• _EXERCISE BRIEF_
Output each record below exactly. No images go in the copy.

• _MATERIALS PROVIDED_
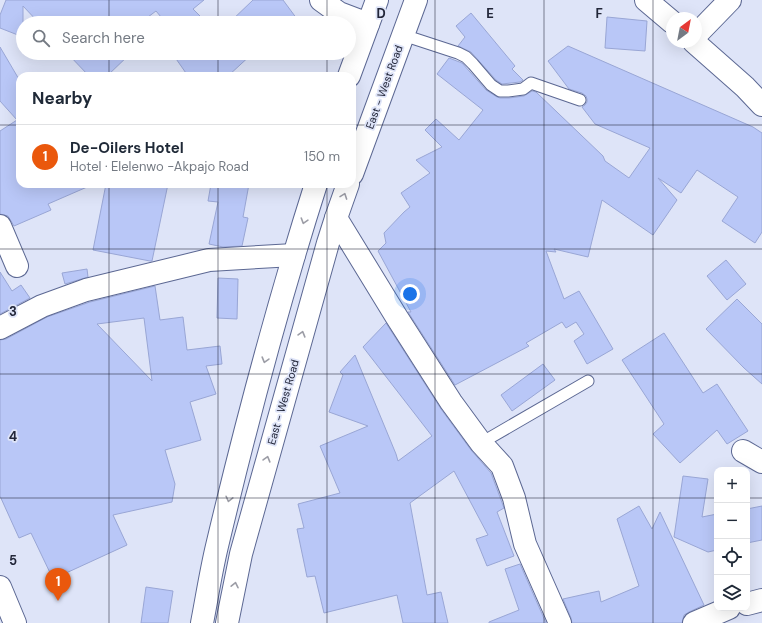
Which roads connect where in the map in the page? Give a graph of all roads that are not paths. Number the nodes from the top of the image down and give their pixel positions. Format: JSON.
{"nodes":[{"id":1,"x":321,"y":0,"type":"edge"},
{"id":2,"x":377,"y":0,"type":"edge"},
{"id":3,"x":416,"y":0,"type":"edge"},
{"id":4,"x":646,"y":0,"type":"edge"},
{"id":5,"x":730,"y":0,"type":"edge"},
{"id":6,"x":347,"y":16,"type":"edge"},
{"id":7,"x":666,"y":17,"type":"edge"},
{"id":8,"x":356,"y":19,"type":"edge"},
{"id":9,"x":368,"y":24,"type":"junction"},
{"id":10,"x":702,"y":29,"type":"edge"},
{"id":11,"x":403,"y":35,"type":"junction"},
{"id":12,"x":701,"y":48,"type":"edge"},
{"id":13,"x":356,"y":57,"type":"edge"},
{"id":14,"x":355,"y":60,"type":"edge"},
{"id":15,"x":350,"y":72,"type":"edge"},
{"id":16,"x":580,"y":100,"type":"dead end"},
{"id":17,"x":762,"y":105,"type":"edge"},
{"id":18,"x":356,"y":163,"type":"edge"},
{"id":19,"x":315,"y":188,"type":"edge"},
{"id":20,"x":347,"y":188,"type":"edge"},
{"id":21,"x":336,"y":218,"type":"junction"},
{"id":22,"x":0,"y":226,"type":"edge"},
{"id":23,"x":294,"y":255,"type":"junction"},
{"id":24,"x":17,"y":266,"type":"dead end"},
{"id":25,"x":0,"y":328,"type":"edge"},
{"id":26,"x":588,"y":381,"type":"dead end"},
{"id":27,"x":481,"y":443,"type":"junction"},
{"id":28,"x":743,"y":451,"type":"dead end"},
{"id":29,"x":762,"y":462,"type":"edge"},
{"id":30,"x":0,"y":587,"type":"edge"},
{"id":31,"x":762,"y":600,"type":"edge"},
{"id":32,"x":750,"y":603,"type":"edge"},
{"id":33,"x":722,"y":611,"type":"edge"},
{"id":34,"x":15,"y":623,"type":"edge"},
{"id":35,"x":202,"y":623,"type":"edge"},
{"id":36,"x":227,"y":623,"type":"edge"},
{"id":37,"x":560,"y":623,"type":"edge"},
{"id":38,"x":694,"y":623,"type":"edge"}],
"edges":[{"from":1,"to":6,"type":"main road"},
{"from":2,"to":9,"type":"main road"},
{"from":3,"to":11,"type":"main road","name":"East - West Road"},
{"from":4,"to":7,"type":"main road"},
{"from":5,"to":10,"type":"main road"},
{"from":8,"to":9,"type":"main road"},
{"from":9,"to":13,"type":"main road"},
{"from":11,"to":16,"type":"lane"},
{"from":11,"to":18,"type":"main road","name":"East - West Road"},
{"from":12,"to":17,"type":"main road"},
{"from":14,"to":15,"type":"main road"},
{"from":19,"to":23,"type":"main road","one_way":true},
{"from":21,"to":20,"type":"main road","name":"East - West Road","one_way":true},
{"from":21,"to":27,"type":"main road"},
{"from":36,"to":21,"type":"main road","name":"East - West Road","one_way":true},
{"from":22,"to":24,"type":"main road"},
{"from":23,"to":25,"type":"main road"},
{"from":23,"to":35,"type":"main road","one_way":true},
{"from":26,"to":27,"type":"lane"},
{"from":27,"to":37,"type":"main road"},
{"from":28,"to":29,"type":"main road"},
{"from":30,"to":34,"type":"main road"},
{"from":31,"to":32,"type":"main road"},
{"from":33,"to":38,"type":"main road"}]}
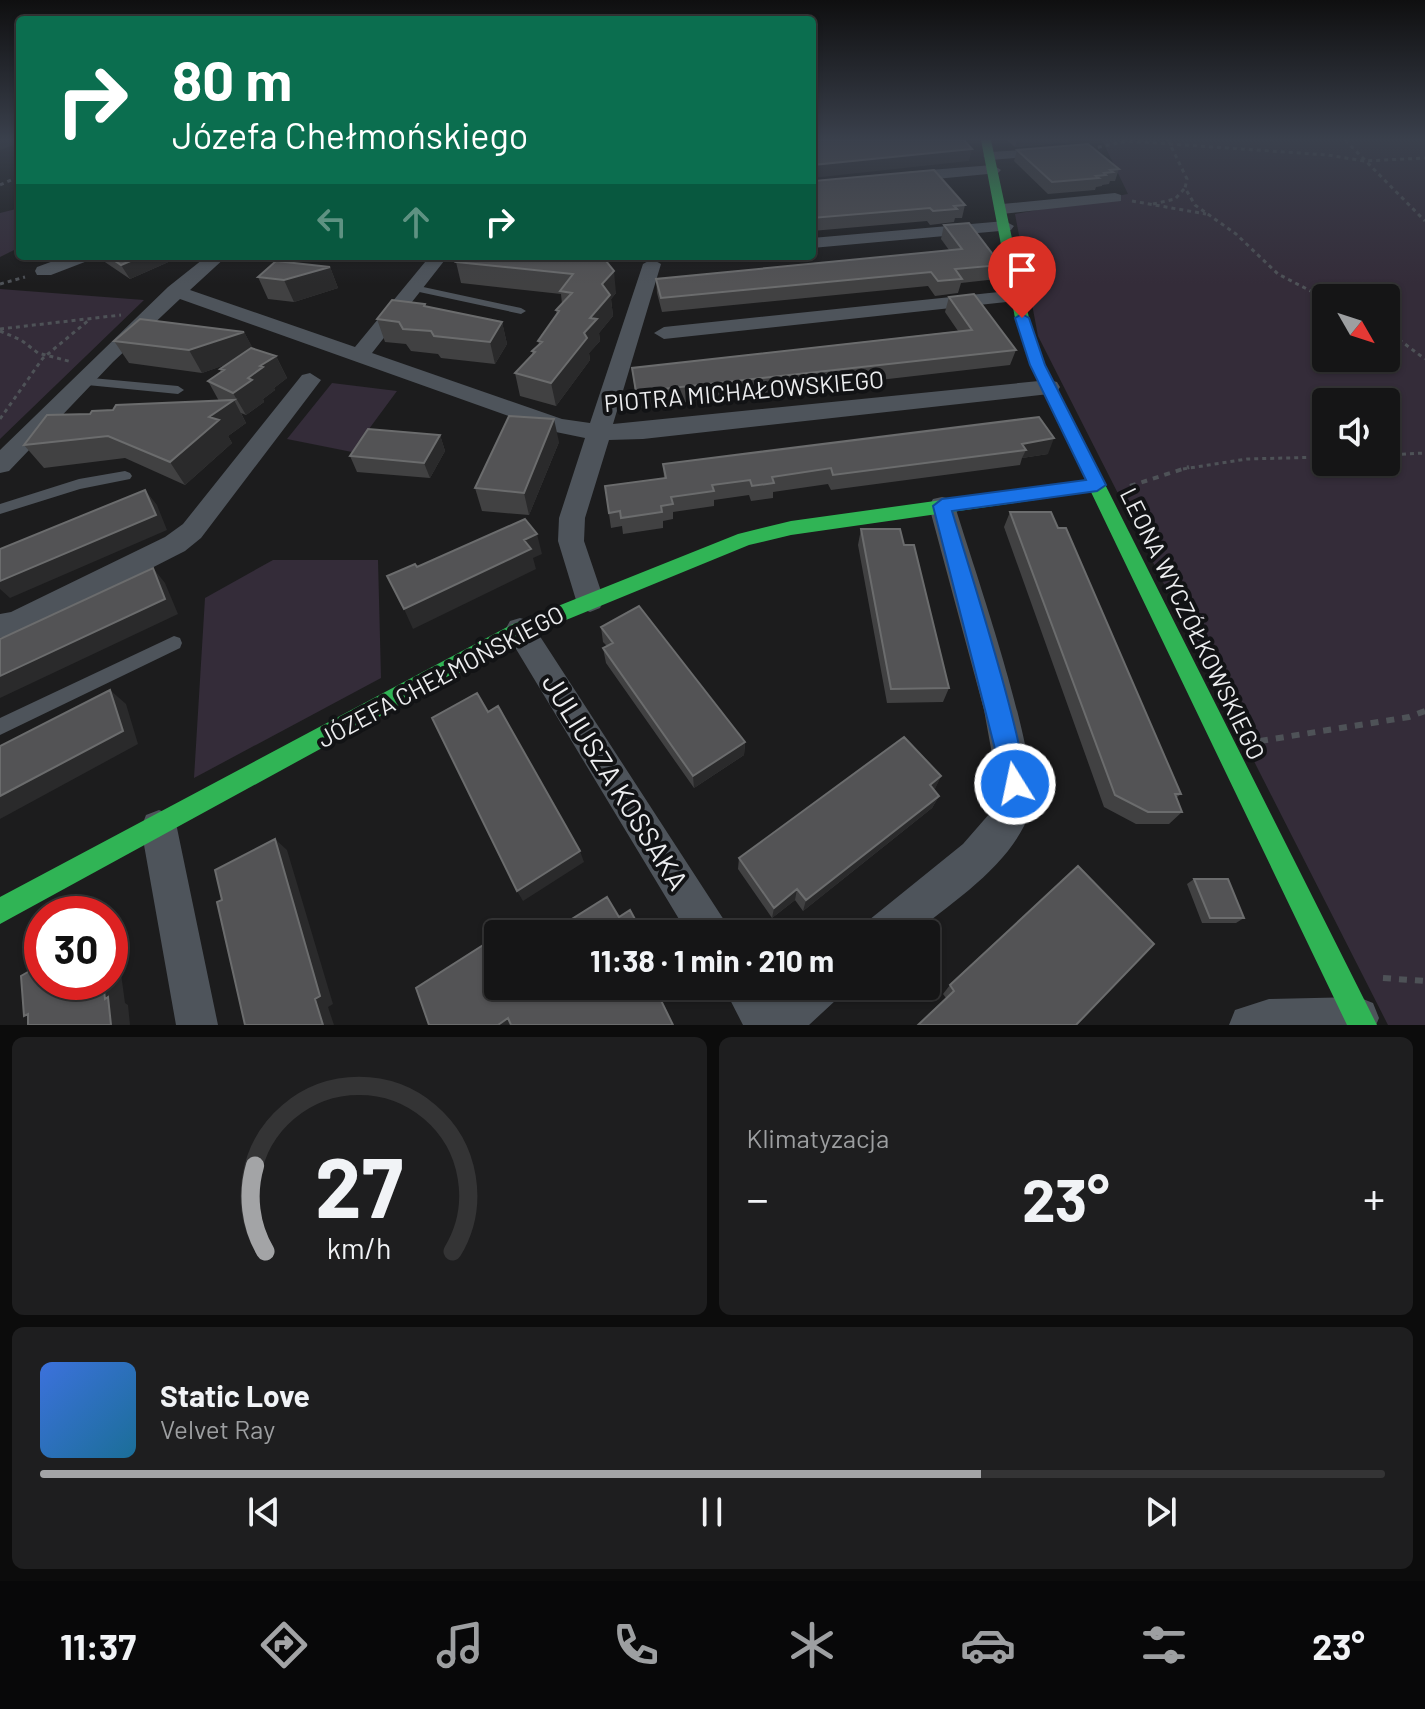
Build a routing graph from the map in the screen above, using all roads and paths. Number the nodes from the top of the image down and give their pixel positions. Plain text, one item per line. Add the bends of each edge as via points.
1 (997, 188) edge
2 (1185, 188) joint
3 (1391, 188) edge
4 (1115, 198) joint
5 (1148, 204) junction
6 (1209, 214) junction
7 (1004, 217) junction
8 (1425, 221) edge
9 (816, 242) edge
10 (73, 260) edge
11 (213, 260) edge
12 (436, 260) edge
13 (652, 264) dead end
14 (44, 271) dead end
15 (414, 288) junction
16 (175, 291) junction
17 (1312, 292) edge
18 (1018, 296) junction
19 (154, 311) junction
20 (521, 311) dead end
21 (91, 319) junction
22 (0, 330) edge
23 (664, 333) dead end
24 (1400, 340) edge
25 (47, 355) junction
26 (360, 355) junction
27 (1425, 359) edge
28 (87, 375) junction
29 (310, 380) dead end
30 (1049, 387) junction
31 (178, 390) dead end
32 (0, 419) edge
33 (597, 432) junction
34 (1425, 453) edge
35 (1400, 454) edge
36 (1312, 457) edge
37 (0, 465) edge
38 (125, 476) dead end
39 (1099, 488) junction
40 (942, 506) junction
41 (0, 509) edge
42 (590, 600) junction
43 (0, 626) edge
44 (520, 630) junction
45 (174, 643) dead end
46 (1425, 711) edge
47 (0, 727) edge
48 (1227, 751) junction
49 (159, 828) junction
50 (0, 911) edge
51 (701, 920) edge
52 (899, 920) edge
53 (752, 1000) edge
54 (806, 1000) edge
55 (1360, 1021) edge
56 (197, 1025) edge
57 (767, 1025) edge
58 (777, 1025) edge
59 (1250, 1025) edge

1 - 7 street, LEONA WYCZÓŁKOWSKIEGO
2 - 5 path via 1175,199
2 - 6 path via 1195,205
3 - 8 path
4 - 5 path
4 - 7 street
5 - 6 path
6 - 17 path via 1278,274
7 - 9 street
7 - 18 street, LEONA WYCZÓŁKOWSKIEGO
10 - 14 street
11 - 16 street
12 - 15 street
13 - 33 street
15 - 20 lane
15 - 26 street
16 - 19 street
16 - 26 street, PIOTRA MICHAŁOWSKIEGO
18 - 23 street
18 - 30 street, LEONA WYCZÓŁKOWSKIEGO via 1029,343
19 - 21 path
19 - 28 street
21 - 22 path
21 - 25 path
22 - 25 path
24 - 27 path
25 - 28 path
25 - 32 path
26 - 33 street, PIOTRA MICHAŁOWSKIEGO via 559,426
28 - 31 lane
28 - 37 street
29 - 43 street via 192,531 16,623
30 - 33 street, PIOTRA MICHAŁOWSKIEGO
30 - 39 street, LEONA WYCZÓŁKOWSKIEGO
33 - 42 street via 572,518 571,541
34 - 35 path
36 - 39 path via 1195,465 1138,484
38 - 41 lane via 79,484
39 - 40 street, JÓZEFA CHEŁMOŃSKIEGO
39 - 48 street, LEONA WYCZÓŁKOWSKIEGO
40 - 42 street, JÓZEFA CHEŁMOŃSKIEGO via 745,539
40 - 52 street via 1008,743 1015,806 987,845
42 - 44 street, JÓZEFA CHEŁMOŃSKIEGO
44 - 49 street, JÓZEFA CHEŁMOŃSKIEGO
44 - 51 street, JULIUSZA KOSSAKA
45 - 47 lane
46 - 48 path via 1273,736
48 - 55 street, LEONA WYCZÓŁKOWSKIEGO
49 - 50 street, JÓZEFA CHEŁMOŃSKIEGO
49 - 56 street
53 - 57 street
54 - 58 street
55 - 59 street via 1269,1020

• _TASK SOLUTION_
Which roads connect where in the map in the page? Give a graph of all roads that are not paths. Number the nodes from the top of the image down and give their pixel positions. Format: JSON.
{"nodes":[{"id":1,"x":321,"y":0,"type":"edge"},
{"id":2,"x":377,"y":0,"type":"edge"},
{"id":3,"x":416,"y":0,"type":"edge"},
{"id":4,"x":646,"y":0,"type":"edge"},
{"id":5,"x":730,"y":0,"type":"edge"},
{"id":6,"x":347,"y":16,"type":"edge"},
{"id":7,"x":666,"y":17,"type":"edge"},
{"id":8,"x":356,"y":19,"type":"edge"},
{"id":9,"x":368,"y":24,"type":"junction"},
{"id":10,"x":702,"y":29,"type":"edge"},
{"id":11,"x":403,"y":35,"type":"junction"},
{"id":12,"x":701,"y":48,"type":"edge"},
{"id":13,"x":356,"y":57,"type":"edge"},
{"id":14,"x":355,"y":60,"type":"edge"},
{"id":15,"x":350,"y":72,"type":"edge"},
{"id":16,"x":580,"y":100,"type":"dead end"},
{"id":17,"x":762,"y":105,"type":"edge"},
{"id":18,"x":356,"y":163,"type":"edge"},
{"id":19,"x":315,"y":188,"type":"edge"},
{"id":20,"x":347,"y":188,"type":"edge"},
{"id":21,"x":336,"y":218,"type":"junction"},
{"id":22,"x":0,"y":226,"type":"edge"},
{"id":23,"x":294,"y":255,"type":"junction"},
{"id":24,"x":17,"y":266,"type":"dead end"},
{"id":25,"x":0,"y":328,"type":"edge"},
{"id":26,"x":588,"y":381,"type":"dead end"},
{"id":27,"x":481,"y":443,"type":"junction"},
{"id":28,"x":743,"y":451,"type":"dead end"},
{"id":29,"x":762,"y":462,"type":"edge"},
{"id":30,"x":0,"y":587,"type":"edge"},
{"id":31,"x":762,"y":600,"type":"edge"},
{"id":32,"x":750,"y":603,"type":"edge"},
{"id":33,"x":722,"y":611,"type":"edge"},
{"id":34,"x":15,"y":623,"type":"edge"},
{"id":35,"x":202,"y":623,"type":"edge"},
{"id":36,"x":227,"y":623,"type":"edge"},
{"id":37,"x":560,"y":623,"type":"edge"},
{"id":38,"x":694,"y":623,"type":"edge"}],
"edges":[{"from":1,"to":6,"type":"main road"},
{"from":2,"to":9,"type":"main road"},
{"from":3,"to":11,"type":"main road","name":"East - West Road"},
{"from":4,"to":7,"type":"main road"},
{"from":5,"to":10,"type":"main road"},
{"from":8,"to":9,"type":"main road"},
{"from":9,"to":13,"type":"main road"},
{"from":11,"to":16,"type":"lane"},
{"from":11,"to":18,"type":"main road","name":"East - West Road"},
{"from":12,"to":17,"type":"main road"},
{"from":14,"to":15,"type":"main road"},
{"from":19,"to":23,"type":"main road","one_way":true},
{"from":21,"to":20,"type":"main road","name":"East - West Road","one_way":true},
{"from":21,"to":27,"type":"main road"},
{"from":36,"to":21,"type":"main road","name":"East - West Road","one_way":true},
{"from":22,"to":24,"type":"main road"},
{"from":23,"to":25,"type":"main road"},
{"from":23,"to":35,"type":"main road","one_way":true},
{"from":26,"to":27,"type":"lane"},
{"from":27,"to":37,"type":"main road"},
{"from":28,"to":29,"type":"main road"},
{"from":30,"to":34,"type":"main road"},
{"from":31,"to":32,"type":"main road"},
{"from":33,"to":38,"type":"main road"}]}
Build a routing graph from the map in the screen above, using all roads and paths. Number the nodes from the top of the image down and give their pixel positions. Plain text, one item per line. Add the bends of each edge as via points.
1 (997, 188) edge
2 (1185, 188) joint
3 (1391, 188) edge
4 (1115, 198) joint
5 (1148, 204) junction
6 (1209, 214) junction
7 (1004, 217) junction
8 (1425, 221) edge
9 (816, 242) edge
10 (73, 260) edge
11 (213, 260) edge
12 (436, 260) edge
13 (652, 264) dead end
14 (44, 271) dead end
15 (414, 288) junction
16 (175, 291) junction
17 (1312, 292) edge
18 (1018, 296) junction
19 (154, 311) junction
20 (521, 311) dead end
21 (91, 319) junction
22 (0, 330) edge
23 (664, 333) dead end
24 (1400, 340) edge
25 (47, 355) junction
26 (360, 355) junction
27 (1425, 359) edge
28 (87, 375) junction
29 (310, 380) dead end
30 (1049, 387) junction
31 (178, 390) dead end
32 (0, 419) edge
33 (597, 432) junction
34 (1425, 453) edge
35 (1400, 454) edge
36 (1312, 457) edge
37 (0, 465) edge
38 (125, 476) dead end
39 (1099, 488) junction
40 (942, 506) junction
41 (0, 509) edge
42 (590, 600) junction
43 (0, 626) edge
44 (520, 630) junction
45 (174, 643) dead end
46 (1425, 711) edge
47 (0, 727) edge
48 (1227, 751) junction
49 (159, 828) junction
50 (0, 911) edge
51 (701, 920) edge
52 (899, 920) edge
53 (752, 1000) edge
54 (806, 1000) edge
55 (1360, 1021) edge
56 (197, 1025) edge
57 (767, 1025) edge
58 (777, 1025) edge
59 (1250, 1025) edge

1 - 7 street, LEONA WYCZÓŁKOWSKIEGO
2 - 5 path via 1175,199
2 - 6 path via 1195,205
3 - 8 path
4 - 5 path
4 - 7 street
5 - 6 path
6 - 17 path via 1278,274
7 - 9 street
7 - 18 street, LEONA WYCZÓŁKOWSKIEGO
10 - 14 street
11 - 16 street
12 - 15 street
13 - 33 street
15 - 20 lane
15 - 26 street
16 - 19 street
16 - 26 street, PIOTRA MICHAŁOWSKIEGO
18 - 23 street
18 - 30 street, LEONA WYCZÓŁKOWSKIEGO via 1029,343
19 - 21 path
19 - 28 street
21 - 22 path
21 - 25 path
22 - 25 path
24 - 27 path
25 - 28 path
25 - 32 path
26 - 33 street, PIOTRA MICHAŁOWSKIEGO via 559,426
28 - 31 lane
28 - 37 street
29 - 43 street via 192,531 16,623
30 - 33 street, PIOTRA MICHAŁOWSKIEGO
30 - 39 street, LEONA WYCZÓŁKOWSKIEGO
33 - 42 street via 572,518 571,541
34 - 35 path
36 - 39 path via 1195,465 1138,484
38 - 41 lane via 79,484
39 - 40 street, JÓZEFA CHEŁMOŃSKIEGO
39 - 48 street, LEONA WYCZÓŁKOWSKIEGO
40 - 42 street, JÓZEFA CHEŁMOŃSKIEGO via 745,539
40 - 52 street via 1008,743 1015,806 987,845
42 - 44 street, JÓZEFA CHEŁMOŃSKIEGO
44 - 49 street, JÓZEFA CHEŁMOŃSKIEGO
44 - 51 street, JULIUSZA KOSSAKA
45 - 47 lane
46 - 48 path via 1273,736
48 - 55 street, LEONA WYCZÓŁKOWSKIEGO
49 - 50 street, JÓZEFA CHEŁMOŃSKIEGO
49 - 56 street
53 - 57 street
54 - 58 street
55 - 59 street via 1269,1020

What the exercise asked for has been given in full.